***** Available data *****

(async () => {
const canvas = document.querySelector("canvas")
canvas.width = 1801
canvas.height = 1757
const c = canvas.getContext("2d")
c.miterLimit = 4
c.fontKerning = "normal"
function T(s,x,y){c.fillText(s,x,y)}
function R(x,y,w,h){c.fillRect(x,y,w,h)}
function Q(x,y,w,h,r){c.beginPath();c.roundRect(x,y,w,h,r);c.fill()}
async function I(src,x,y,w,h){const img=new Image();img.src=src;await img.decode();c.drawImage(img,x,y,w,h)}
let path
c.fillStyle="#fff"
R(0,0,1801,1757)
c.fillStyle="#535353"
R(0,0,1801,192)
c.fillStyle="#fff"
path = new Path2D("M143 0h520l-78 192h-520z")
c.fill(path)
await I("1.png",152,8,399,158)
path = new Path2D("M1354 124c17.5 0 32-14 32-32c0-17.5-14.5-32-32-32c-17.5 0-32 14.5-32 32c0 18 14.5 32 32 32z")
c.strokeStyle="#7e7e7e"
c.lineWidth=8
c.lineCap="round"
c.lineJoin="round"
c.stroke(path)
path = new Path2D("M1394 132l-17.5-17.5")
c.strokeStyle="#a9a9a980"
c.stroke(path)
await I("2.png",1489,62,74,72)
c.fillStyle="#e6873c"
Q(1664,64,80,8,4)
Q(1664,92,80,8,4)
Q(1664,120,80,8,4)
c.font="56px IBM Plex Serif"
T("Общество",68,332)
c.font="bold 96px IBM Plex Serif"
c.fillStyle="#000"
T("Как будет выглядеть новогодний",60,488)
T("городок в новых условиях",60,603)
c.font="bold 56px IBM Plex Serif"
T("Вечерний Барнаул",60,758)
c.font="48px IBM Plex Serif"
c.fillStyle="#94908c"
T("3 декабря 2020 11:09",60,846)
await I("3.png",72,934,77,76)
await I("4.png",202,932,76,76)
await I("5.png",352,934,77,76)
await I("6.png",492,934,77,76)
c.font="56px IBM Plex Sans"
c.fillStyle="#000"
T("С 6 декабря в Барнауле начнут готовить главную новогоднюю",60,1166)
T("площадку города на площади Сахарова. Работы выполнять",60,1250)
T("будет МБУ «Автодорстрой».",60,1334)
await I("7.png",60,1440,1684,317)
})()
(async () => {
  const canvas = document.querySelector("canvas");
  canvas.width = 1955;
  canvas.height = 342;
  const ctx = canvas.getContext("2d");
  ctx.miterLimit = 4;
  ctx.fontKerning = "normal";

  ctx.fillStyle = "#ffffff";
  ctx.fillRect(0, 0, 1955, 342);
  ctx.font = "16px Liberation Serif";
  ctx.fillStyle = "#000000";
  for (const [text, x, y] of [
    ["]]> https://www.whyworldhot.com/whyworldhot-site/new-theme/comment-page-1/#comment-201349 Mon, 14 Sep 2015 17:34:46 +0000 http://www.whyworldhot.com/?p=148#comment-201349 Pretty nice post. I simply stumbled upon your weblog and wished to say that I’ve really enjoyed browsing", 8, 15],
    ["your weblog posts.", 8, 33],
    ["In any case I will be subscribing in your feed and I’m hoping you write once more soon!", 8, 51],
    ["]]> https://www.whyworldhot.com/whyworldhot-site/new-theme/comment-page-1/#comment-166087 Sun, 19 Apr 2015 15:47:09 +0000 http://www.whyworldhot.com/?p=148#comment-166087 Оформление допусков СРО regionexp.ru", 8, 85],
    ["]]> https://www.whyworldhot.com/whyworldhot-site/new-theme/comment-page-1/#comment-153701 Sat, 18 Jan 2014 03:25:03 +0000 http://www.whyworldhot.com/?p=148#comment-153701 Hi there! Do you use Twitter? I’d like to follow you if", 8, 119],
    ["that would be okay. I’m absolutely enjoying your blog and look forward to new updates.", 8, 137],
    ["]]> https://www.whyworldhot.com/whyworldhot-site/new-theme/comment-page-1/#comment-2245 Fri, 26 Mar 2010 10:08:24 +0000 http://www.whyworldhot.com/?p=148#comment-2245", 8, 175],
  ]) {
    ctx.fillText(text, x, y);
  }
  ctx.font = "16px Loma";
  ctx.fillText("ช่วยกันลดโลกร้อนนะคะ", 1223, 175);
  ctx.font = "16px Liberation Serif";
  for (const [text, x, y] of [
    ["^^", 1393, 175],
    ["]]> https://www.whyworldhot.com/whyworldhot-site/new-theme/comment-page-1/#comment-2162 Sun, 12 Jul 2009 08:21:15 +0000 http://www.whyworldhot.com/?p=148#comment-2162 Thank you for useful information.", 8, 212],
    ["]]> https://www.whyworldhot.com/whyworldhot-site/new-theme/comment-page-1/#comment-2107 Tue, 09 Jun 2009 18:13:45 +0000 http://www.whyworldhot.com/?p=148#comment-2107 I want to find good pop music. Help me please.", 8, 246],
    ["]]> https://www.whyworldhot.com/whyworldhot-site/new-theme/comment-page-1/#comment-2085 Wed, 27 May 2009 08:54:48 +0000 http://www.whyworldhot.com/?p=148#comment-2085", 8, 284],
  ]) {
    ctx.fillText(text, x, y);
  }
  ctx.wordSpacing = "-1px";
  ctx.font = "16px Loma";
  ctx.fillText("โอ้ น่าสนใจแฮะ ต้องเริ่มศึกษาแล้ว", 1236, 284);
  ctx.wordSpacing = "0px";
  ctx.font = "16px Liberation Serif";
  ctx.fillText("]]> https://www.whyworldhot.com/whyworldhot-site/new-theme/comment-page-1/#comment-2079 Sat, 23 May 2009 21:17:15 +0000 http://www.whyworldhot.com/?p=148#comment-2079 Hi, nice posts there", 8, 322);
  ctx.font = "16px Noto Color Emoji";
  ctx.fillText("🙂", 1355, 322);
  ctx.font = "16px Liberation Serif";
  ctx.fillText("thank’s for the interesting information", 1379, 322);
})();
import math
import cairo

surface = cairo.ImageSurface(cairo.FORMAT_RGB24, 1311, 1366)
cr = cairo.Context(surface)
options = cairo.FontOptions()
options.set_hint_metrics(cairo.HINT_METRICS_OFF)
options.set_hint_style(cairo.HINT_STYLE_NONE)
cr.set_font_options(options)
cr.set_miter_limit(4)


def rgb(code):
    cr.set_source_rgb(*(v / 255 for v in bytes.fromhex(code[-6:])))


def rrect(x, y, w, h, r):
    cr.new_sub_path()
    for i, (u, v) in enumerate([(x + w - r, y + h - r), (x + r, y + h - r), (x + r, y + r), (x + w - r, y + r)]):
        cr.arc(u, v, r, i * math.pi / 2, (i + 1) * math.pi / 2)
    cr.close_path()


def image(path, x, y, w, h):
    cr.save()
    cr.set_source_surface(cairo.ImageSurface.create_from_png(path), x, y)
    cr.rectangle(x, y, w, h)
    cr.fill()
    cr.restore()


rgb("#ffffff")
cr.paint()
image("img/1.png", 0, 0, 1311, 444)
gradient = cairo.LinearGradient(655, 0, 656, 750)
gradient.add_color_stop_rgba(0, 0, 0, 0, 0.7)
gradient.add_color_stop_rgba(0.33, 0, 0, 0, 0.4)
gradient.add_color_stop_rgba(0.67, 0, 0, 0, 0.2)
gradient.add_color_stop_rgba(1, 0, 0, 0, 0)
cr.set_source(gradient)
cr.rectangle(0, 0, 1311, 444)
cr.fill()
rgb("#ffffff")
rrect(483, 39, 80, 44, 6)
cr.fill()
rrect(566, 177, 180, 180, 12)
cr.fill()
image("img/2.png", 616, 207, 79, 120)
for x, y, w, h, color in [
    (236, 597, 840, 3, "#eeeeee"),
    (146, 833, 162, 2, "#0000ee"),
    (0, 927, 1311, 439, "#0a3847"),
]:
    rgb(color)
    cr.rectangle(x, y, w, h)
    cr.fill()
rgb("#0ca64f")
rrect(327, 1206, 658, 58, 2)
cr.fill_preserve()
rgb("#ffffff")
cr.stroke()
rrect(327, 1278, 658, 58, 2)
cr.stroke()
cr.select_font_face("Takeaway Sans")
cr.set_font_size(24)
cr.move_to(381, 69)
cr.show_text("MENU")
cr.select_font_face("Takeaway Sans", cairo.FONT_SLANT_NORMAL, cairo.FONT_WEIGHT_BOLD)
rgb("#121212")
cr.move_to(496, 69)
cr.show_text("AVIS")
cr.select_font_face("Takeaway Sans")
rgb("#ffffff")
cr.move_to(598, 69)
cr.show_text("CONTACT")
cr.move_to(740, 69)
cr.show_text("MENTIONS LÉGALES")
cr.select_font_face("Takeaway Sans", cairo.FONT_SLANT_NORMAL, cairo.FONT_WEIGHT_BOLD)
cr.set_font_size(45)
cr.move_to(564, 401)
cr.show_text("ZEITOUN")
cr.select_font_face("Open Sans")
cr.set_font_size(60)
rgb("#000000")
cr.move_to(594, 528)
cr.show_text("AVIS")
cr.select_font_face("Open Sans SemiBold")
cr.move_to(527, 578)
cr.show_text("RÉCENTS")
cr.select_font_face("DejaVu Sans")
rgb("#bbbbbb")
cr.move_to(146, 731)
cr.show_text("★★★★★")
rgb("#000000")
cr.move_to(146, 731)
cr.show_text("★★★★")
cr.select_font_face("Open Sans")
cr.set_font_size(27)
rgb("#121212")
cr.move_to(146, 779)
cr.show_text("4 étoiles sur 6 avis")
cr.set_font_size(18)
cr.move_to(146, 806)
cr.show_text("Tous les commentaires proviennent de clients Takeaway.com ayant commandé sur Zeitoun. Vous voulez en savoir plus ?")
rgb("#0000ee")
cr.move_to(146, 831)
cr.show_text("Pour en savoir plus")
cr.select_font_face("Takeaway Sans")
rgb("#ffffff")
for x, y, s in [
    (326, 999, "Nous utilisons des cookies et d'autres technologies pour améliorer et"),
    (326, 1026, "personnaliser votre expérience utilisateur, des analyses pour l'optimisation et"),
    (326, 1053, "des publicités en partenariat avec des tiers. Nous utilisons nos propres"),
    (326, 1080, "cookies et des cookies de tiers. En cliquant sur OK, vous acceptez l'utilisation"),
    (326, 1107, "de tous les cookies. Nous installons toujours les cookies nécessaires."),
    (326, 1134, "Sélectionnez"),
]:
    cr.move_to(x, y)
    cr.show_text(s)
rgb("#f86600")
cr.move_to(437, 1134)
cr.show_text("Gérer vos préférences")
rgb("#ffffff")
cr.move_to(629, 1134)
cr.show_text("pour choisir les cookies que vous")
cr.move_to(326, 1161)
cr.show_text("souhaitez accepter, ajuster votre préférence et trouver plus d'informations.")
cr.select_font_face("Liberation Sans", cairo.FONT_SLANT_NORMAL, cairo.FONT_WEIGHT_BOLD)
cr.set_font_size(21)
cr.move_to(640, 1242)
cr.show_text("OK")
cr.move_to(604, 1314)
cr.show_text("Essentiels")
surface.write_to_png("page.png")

*****

Count the lines in these records that hold the string "await". Only the number is wanted.

### Output for this task
8